§ Task
Print each record exactly as it appears, but drop the images.

Supplied entries Start Marker

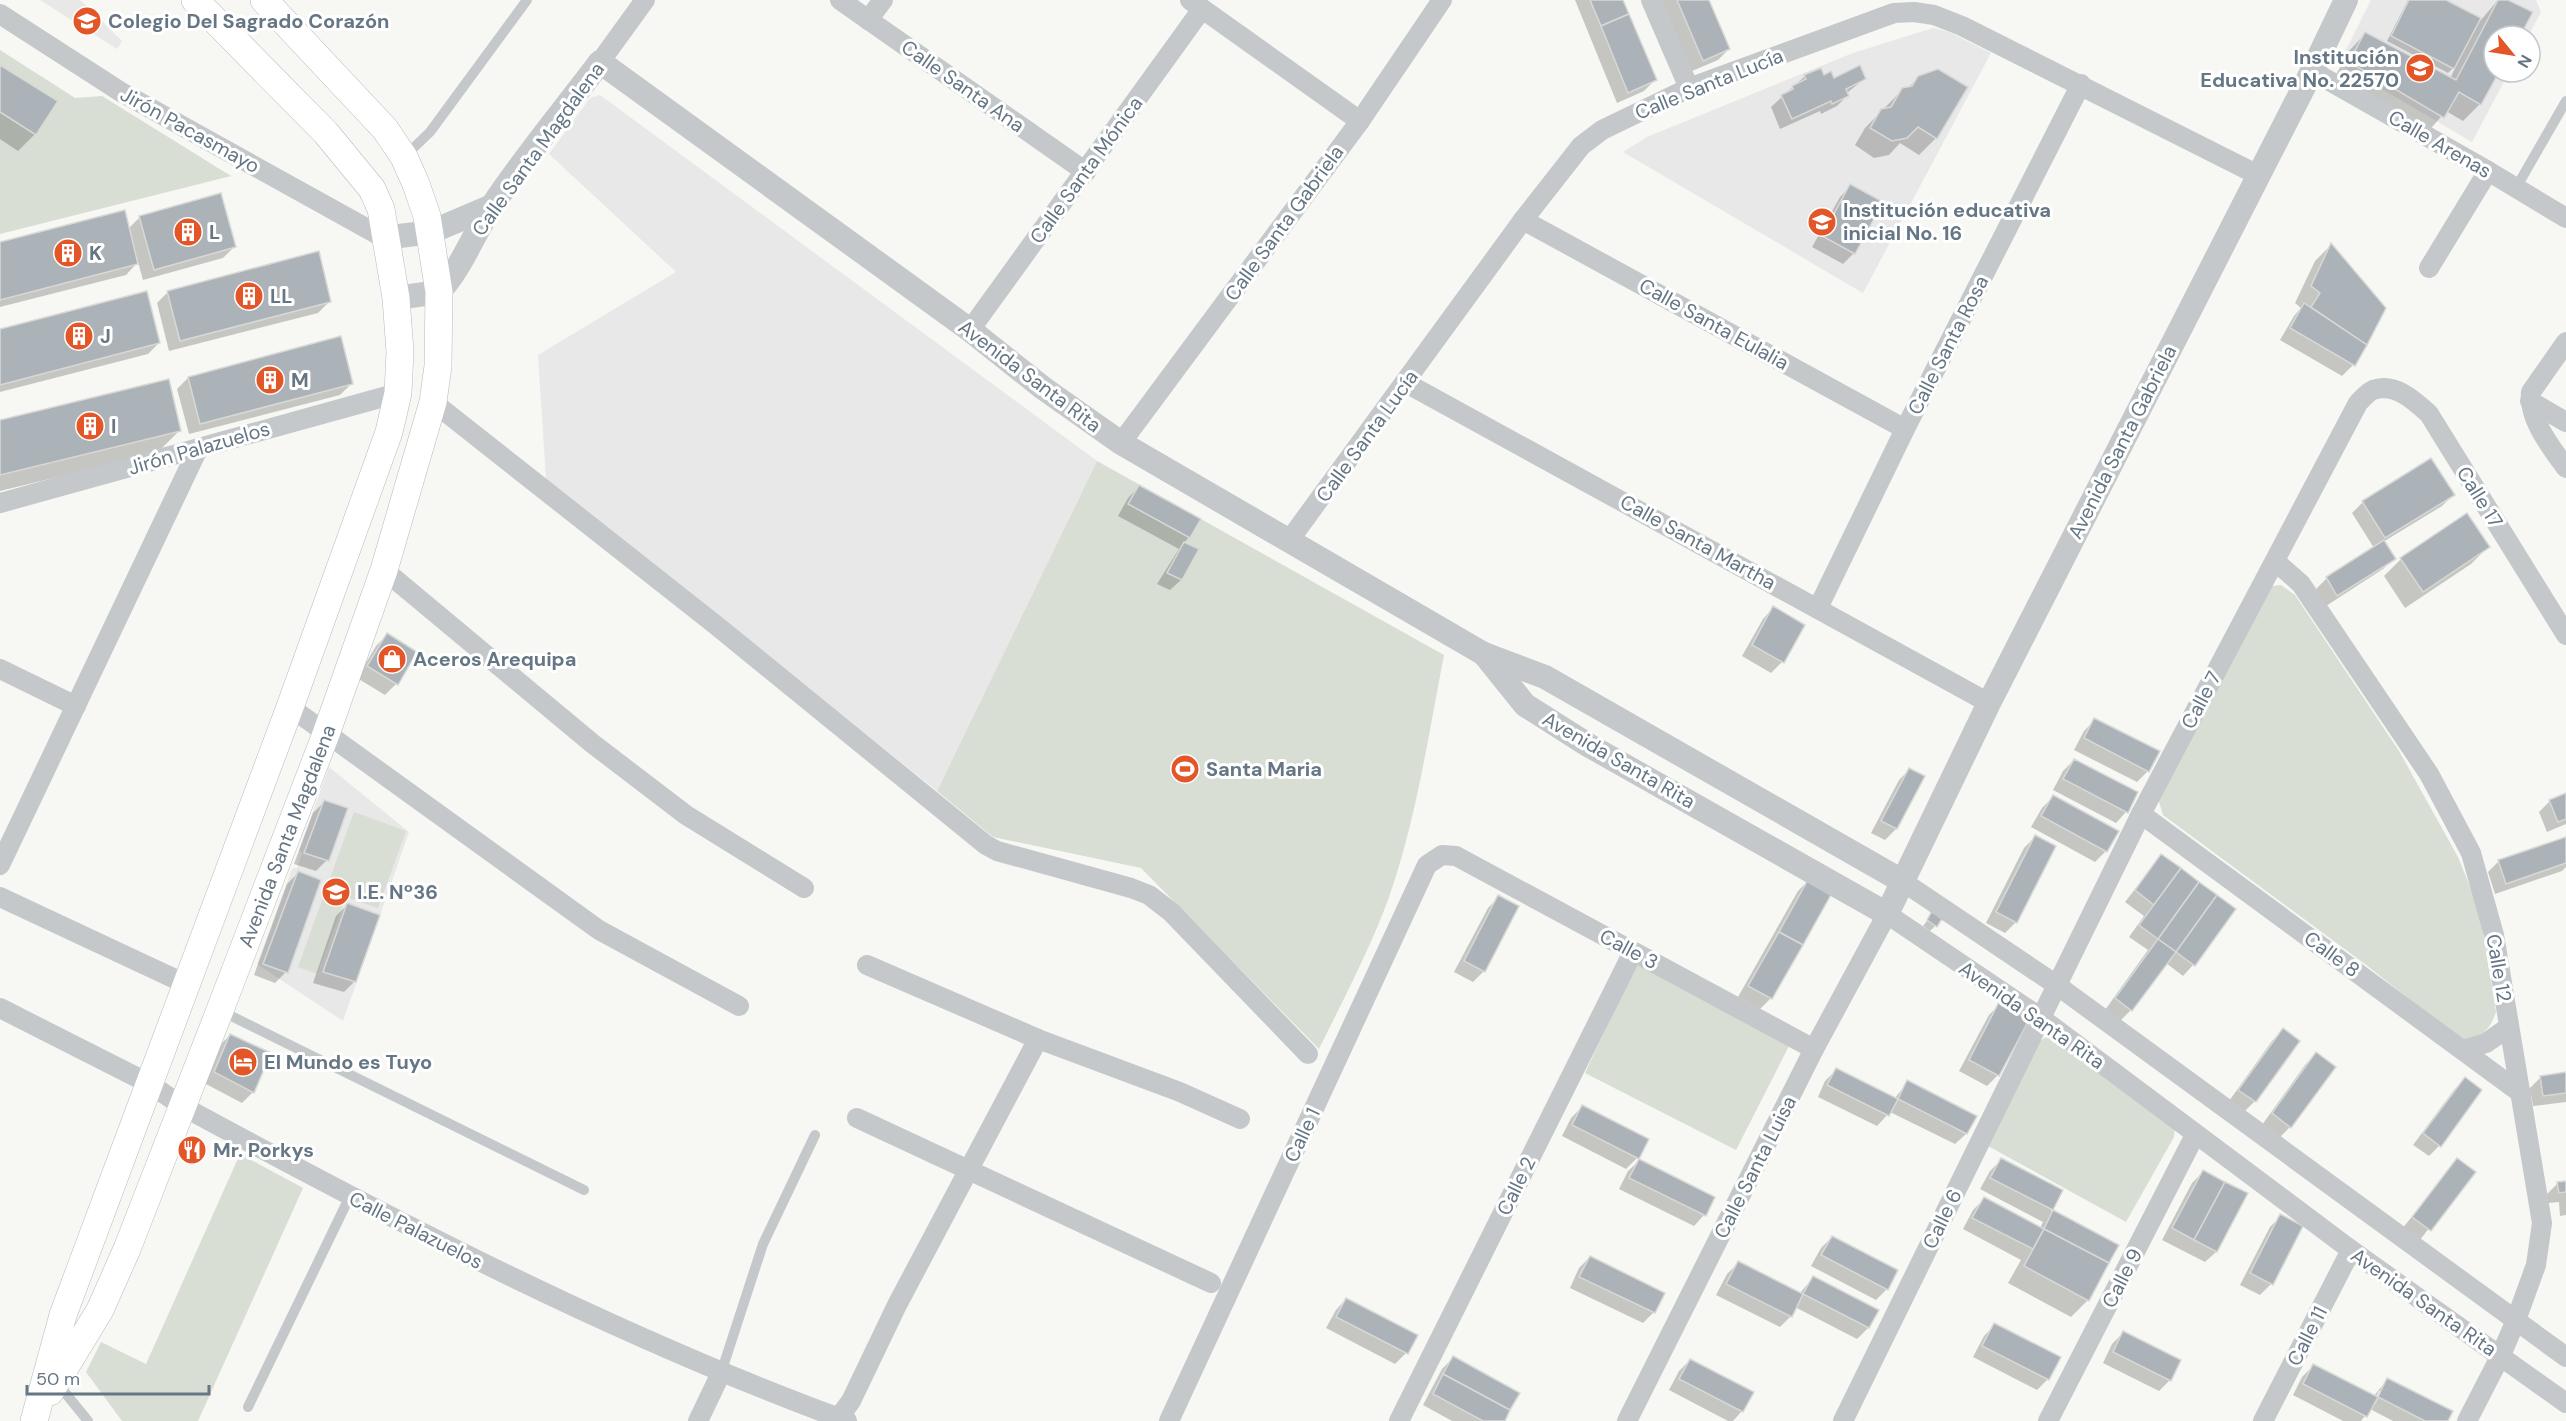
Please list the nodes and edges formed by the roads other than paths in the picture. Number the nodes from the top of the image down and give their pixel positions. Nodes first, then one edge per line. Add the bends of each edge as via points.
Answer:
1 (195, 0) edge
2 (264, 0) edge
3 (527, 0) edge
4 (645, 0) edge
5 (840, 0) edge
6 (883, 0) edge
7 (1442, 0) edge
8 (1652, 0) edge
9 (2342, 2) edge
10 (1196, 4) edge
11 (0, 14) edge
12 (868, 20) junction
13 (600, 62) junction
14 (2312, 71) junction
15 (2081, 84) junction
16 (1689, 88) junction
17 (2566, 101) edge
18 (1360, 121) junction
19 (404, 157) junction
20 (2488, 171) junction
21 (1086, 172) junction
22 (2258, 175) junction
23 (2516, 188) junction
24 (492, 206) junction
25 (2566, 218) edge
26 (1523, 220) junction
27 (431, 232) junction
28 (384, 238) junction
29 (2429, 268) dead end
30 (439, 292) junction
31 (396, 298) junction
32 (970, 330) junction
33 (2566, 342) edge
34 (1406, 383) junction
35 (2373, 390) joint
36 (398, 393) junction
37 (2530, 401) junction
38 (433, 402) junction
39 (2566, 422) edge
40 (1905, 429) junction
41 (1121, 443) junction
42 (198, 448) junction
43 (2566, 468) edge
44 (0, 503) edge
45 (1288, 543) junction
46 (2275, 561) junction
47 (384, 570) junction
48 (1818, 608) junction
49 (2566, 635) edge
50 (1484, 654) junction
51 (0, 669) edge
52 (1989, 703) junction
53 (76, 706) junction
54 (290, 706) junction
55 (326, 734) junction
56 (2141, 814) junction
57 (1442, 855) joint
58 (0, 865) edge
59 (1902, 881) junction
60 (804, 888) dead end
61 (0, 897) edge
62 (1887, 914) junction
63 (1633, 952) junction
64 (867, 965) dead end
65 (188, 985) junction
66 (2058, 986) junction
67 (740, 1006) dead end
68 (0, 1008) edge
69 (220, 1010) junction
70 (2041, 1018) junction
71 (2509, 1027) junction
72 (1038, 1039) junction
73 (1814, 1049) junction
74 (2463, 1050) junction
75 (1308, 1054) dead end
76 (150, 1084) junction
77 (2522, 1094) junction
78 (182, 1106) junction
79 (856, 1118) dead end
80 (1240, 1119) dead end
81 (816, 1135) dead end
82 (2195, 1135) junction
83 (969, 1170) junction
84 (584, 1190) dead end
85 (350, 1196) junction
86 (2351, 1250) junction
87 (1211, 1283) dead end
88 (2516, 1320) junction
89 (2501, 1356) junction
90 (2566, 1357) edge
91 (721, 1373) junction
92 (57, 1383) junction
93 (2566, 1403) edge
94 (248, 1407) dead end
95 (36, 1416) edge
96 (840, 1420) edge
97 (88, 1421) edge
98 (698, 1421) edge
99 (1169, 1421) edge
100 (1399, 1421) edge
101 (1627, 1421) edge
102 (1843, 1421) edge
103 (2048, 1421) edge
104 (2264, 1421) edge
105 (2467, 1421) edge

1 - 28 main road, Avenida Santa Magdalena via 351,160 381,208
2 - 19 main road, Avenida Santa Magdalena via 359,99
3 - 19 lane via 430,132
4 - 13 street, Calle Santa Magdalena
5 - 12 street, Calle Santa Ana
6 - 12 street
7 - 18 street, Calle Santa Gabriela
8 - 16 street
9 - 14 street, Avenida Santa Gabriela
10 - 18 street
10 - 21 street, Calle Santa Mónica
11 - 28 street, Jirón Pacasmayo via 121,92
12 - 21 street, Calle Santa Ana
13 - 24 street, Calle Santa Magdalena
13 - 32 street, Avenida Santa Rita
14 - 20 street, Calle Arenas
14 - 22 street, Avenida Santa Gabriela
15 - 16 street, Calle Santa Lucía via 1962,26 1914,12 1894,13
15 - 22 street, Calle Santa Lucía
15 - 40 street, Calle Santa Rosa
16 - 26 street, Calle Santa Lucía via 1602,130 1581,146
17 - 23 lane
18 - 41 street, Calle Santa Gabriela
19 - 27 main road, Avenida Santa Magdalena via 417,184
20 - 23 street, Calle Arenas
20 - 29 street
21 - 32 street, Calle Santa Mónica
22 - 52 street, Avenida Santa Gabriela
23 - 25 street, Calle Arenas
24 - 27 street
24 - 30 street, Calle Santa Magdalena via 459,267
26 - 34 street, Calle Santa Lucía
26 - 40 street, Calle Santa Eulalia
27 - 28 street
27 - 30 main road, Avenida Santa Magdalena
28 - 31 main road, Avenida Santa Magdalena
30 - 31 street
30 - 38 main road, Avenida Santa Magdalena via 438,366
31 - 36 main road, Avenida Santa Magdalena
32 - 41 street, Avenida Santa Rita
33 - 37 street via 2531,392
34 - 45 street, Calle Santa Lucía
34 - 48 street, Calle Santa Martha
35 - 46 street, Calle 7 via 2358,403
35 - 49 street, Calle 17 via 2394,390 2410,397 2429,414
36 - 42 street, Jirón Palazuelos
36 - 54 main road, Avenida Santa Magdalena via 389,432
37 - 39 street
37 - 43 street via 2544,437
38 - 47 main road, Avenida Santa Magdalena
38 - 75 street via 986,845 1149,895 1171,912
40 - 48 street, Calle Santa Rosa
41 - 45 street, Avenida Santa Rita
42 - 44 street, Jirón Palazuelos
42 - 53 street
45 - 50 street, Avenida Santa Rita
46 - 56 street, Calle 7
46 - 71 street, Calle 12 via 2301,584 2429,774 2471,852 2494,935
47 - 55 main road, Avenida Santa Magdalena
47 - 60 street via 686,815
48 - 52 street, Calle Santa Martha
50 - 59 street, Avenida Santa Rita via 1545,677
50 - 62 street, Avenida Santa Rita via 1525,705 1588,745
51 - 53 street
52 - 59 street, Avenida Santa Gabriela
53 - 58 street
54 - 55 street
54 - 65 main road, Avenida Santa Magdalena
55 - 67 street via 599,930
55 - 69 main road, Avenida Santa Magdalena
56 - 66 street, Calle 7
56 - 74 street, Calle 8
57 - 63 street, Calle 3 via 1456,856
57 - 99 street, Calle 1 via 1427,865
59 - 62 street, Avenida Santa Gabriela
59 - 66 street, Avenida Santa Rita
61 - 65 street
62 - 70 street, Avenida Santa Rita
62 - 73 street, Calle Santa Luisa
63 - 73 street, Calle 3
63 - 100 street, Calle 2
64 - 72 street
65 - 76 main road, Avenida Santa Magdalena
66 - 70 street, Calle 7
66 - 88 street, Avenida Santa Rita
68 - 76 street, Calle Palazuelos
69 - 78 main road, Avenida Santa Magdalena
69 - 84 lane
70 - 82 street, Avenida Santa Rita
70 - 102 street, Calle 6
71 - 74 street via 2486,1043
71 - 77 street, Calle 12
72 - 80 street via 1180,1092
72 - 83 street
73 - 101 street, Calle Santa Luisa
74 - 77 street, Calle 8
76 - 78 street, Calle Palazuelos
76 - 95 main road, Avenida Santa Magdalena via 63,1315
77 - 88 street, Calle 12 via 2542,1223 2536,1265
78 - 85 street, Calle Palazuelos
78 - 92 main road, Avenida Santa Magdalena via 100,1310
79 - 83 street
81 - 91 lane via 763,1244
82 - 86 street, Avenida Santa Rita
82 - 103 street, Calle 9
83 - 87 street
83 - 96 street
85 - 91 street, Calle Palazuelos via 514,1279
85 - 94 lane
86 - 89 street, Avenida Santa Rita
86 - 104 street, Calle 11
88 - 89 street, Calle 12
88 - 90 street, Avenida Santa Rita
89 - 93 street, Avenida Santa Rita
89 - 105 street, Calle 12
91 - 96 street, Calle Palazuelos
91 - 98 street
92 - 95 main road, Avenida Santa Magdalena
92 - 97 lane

Supplied entries End Marker

§ Output
Please list the nodes and edges formed by the roads other than paths in the picture. Number the nodes from the top of the image down and give their pixel positions. Nodes first, then one edge per line. Add the bends of each edge as via points.
Answer:
1 (195, 0) edge
2 (264, 0) edge
3 (527, 0) edge
4 (645, 0) edge
5 (840, 0) edge
6 (883, 0) edge
7 (1442, 0) edge
8 (1652, 0) edge
9 (2342, 2) edge
10 (1196, 4) edge
11 (0, 14) edge
12 (868, 20) junction
13 (600, 62) junction
14 (2312, 71) junction
15 (2081, 84) junction
16 (1689, 88) junction
17 (2566, 101) edge
18 (1360, 121) junction
19 (404, 157) junction
20 (2488, 171) junction
21 (1086, 172) junction
22 (2258, 175) junction
23 (2516, 188) junction
24 (492, 206) junction
25 (2566, 218) edge
26 (1523, 220) junction
27 (431, 232) junction
28 (384, 238) junction
29 (2429, 268) dead end
30 (439, 292) junction
31 (396, 298) junction
32 (970, 330) junction
33 (2566, 342) edge
34 (1406, 383) junction
35 (2373, 390) joint
36 (398, 393) junction
37 (2530, 401) junction
38 (433, 402) junction
39 (2566, 422) edge
40 (1905, 429) junction
41 (1121, 443) junction
42 (198, 448) junction
43 (2566, 468) edge
44 (0, 503) edge
45 (1288, 543) junction
46 (2275, 561) junction
47 (384, 570) junction
48 (1818, 608) junction
49 (2566, 635) edge
50 (1484, 654) junction
51 (0, 669) edge
52 (1989, 703) junction
53 (76, 706) junction
54 (290, 706) junction
55 (326, 734) junction
56 (2141, 814) junction
57 (1442, 855) joint
58 (0, 865) edge
59 (1902, 881) junction
60 (804, 888) dead end
61 (0, 897) edge
62 (1887, 914) junction
63 (1633, 952) junction
64 (867, 965) dead end
65 (188, 985) junction
66 (2058, 986) junction
67 (740, 1006) dead end
68 (0, 1008) edge
69 (220, 1010) junction
70 (2041, 1018) junction
71 (2509, 1027) junction
72 (1038, 1039) junction
73 (1814, 1049) junction
74 (2463, 1050) junction
75 (1308, 1054) dead end
76 (150, 1084) junction
77 (2522, 1094) junction
78 (182, 1106) junction
79 (856, 1118) dead end
80 (1240, 1119) dead end
81 (816, 1135) dead end
82 (2195, 1135) junction
83 (969, 1170) junction
84 (584, 1190) dead end
85 (350, 1196) junction
86 (2351, 1250) junction
87 (1211, 1283) dead end
88 (2516, 1320) junction
89 (2501, 1356) junction
90 (2566, 1357) edge
91 (721, 1373) junction
92 (57, 1383) junction
93 (2566, 1403) edge
94 (248, 1407) dead end
95 (36, 1416) edge
96 (840, 1420) edge
97 (88, 1421) edge
98 (698, 1421) edge
99 (1169, 1421) edge
100 (1399, 1421) edge
101 (1627, 1421) edge
102 (1843, 1421) edge
103 (2048, 1421) edge
104 (2264, 1421) edge
105 (2467, 1421) edge

1 - 28 main road, Avenida Santa Magdalena via 351,160 381,208
2 - 19 main road, Avenida Santa Magdalena via 359,99
3 - 19 lane via 430,132
4 - 13 street, Calle Santa Magdalena
5 - 12 street, Calle Santa Ana
6 - 12 street
7 - 18 street, Calle Santa Gabriela
8 - 16 street
9 - 14 street, Avenida Santa Gabriela
10 - 18 street
10 - 21 street, Calle Santa Mónica
11 - 28 street, Jirón Pacasmayo via 121,92
12 - 21 street, Calle Santa Ana
13 - 24 street, Calle Santa Magdalena
13 - 32 street, Avenida Santa Rita
14 - 20 street, Calle Arenas
14 - 22 street, Avenida Santa Gabriela
15 - 16 street, Calle Santa Lucía via 1962,26 1914,12 1894,13
15 - 22 street, Calle Santa Lucía
15 - 40 street, Calle Santa Rosa
16 - 26 street, Calle Santa Lucía via 1602,130 1581,146
17 - 23 lane
18 - 41 street, Calle Santa Gabriela
19 - 27 main road, Avenida Santa Magdalena via 417,184
20 - 23 street, Calle Arenas
20 - 29 street
21 - 32 street, Calle Santa Mónica
22 - 52 street, Avenida Santa Gabriela
23 - 25 street, Calle Arenas
24 - 27 street
24 - 30 street, Calle Santa Magdalena via 459,267
26 - 34 street, Calle Santa Lucía
26 - 40 street, Calle Santa Eulalia
27 - 28 street
27 - 30 main road, Avenida Santa Magdalena
28 - 31 main road, Avenida Santa Magdalena
30 - 31 street
30 - 38 main road, Avenida Santa Magdalena via 438,366
31 - 36 main road, Avenida Santa Magdalena
32 - 41 street, Avenida Santa Rita
33 - 37 street via 2531,392
34 - 45 street, Calle Santa Lucía
34 - 48 street, Calle Santa Martha
35 - 46 street, Calle 7 via 2358,403
35 - 49 street, Calle 17 via 2394,390 2410,397 2429,414
36 - 42 street, Jirón Palazuelos
36 - 54 main road, Avenida Santa Magdalena via 389,432
37 - 39 street
37 - 43 street via 2544,437
38 - 47 main road, Avenida Santa Magdalena
38 - 75 street via 986,845 1149,895 1171,912
40 - 48 street, Calle Santa Rosa
41 - 45 street, Avenida Santa Rita
42 - 44 street, Jirón Palazuelos
42 - 53 street
45 - 50 street, Avenida Santa Rita
46 - 56 street, Calle 7
46 - 71 street, Calle 12 via 2301,584 2429,774 2471,852 2494,935
47 - 55 main road, Avenida Santa Magdalena
47 - 60 street via 686,815
48 - 52 street, Calle Santa Martha
50 - 59 street, Avenida Santa Rita via 1545,677
50 - 62 street, Avenida Santa Rita via 1525,705 1588,745
51 - 53 street
52 - 59 street, Avenida Santa Gabriela
53 - 58 street
54 - 55 street
54 - 65 main road, Avenida Santa Magdalena
55 - 67 street via 599,930
55 - 69 main road, Avenida Santa Magdalena
56 - 66 street, Calle 7
56 - 74 street, Calle 8
57 - 63 street, Calle 3 via 1456,856
57 - 99 street, Calle 1 via 1427,865
59 - 62 street, Avenida Santa Gabriela
59 - 66 street, Avenida Santa Rita
61 - 65 street
62 - 70 street, Avenida Santa Rita
62 - 73 street, Calle Santa Luisa
63 - 73 street, Calle 3
63 - 100 street, Calle 2
64 - 72 street
65 - 76 main road, Avenida Santa Magdalena
66 - 70 street, Calle 7
66 - 88 street, Avenida Santa Rita
68 - 76 street, Calle Palazuelos
69 - 78 main road, Avenida Santa Magdalena
69 - 84 lane
70 - 82 street, Avenida Santa Rita
70 - 102 street, Calle 6
71 - 74 street via 2486,1043
71 - 77 street, Calle 12
72 - 80 street via 1180,1092
72 - 83 street
73 - 101 street, Calle Santa Luisa
74 - 77 street, Calle 8
76 - 78 street, Calle Palazuelos
76 - 95 main road, Avenida Santa Magdalena via 63,1315
77 - 88 street, Calle 12 via 2542,1223 2536,1265
78 - 85 street, Calle Palazuelos
78 - 92 main road, Avenida Santa Magdalena via 100,1310
79 - 83 street
81 - 91 lane via 763,1244
82 - 86 street, Avenida Santa Rita
82 - 103 street, Calle 9
83 - 87 street
83 - 96 street
85 - 91 street, Calle Palazuelos via 514,1279
85 - 94 lane
86 - 89 street, Avenida Santa Rita
86 - 104 street, Calle 11
88 - 89 street, Calle 12
88 - 90 street, Avenida Santa Rita
89 - 93 street, Avenida Santa Rita
89 - 105 street, Calle 12
91 - 96 street, Calle Palazuelos
91 - 98 street
92 - 95 main road, Avenida Santa Magdalena
92 - 97 lane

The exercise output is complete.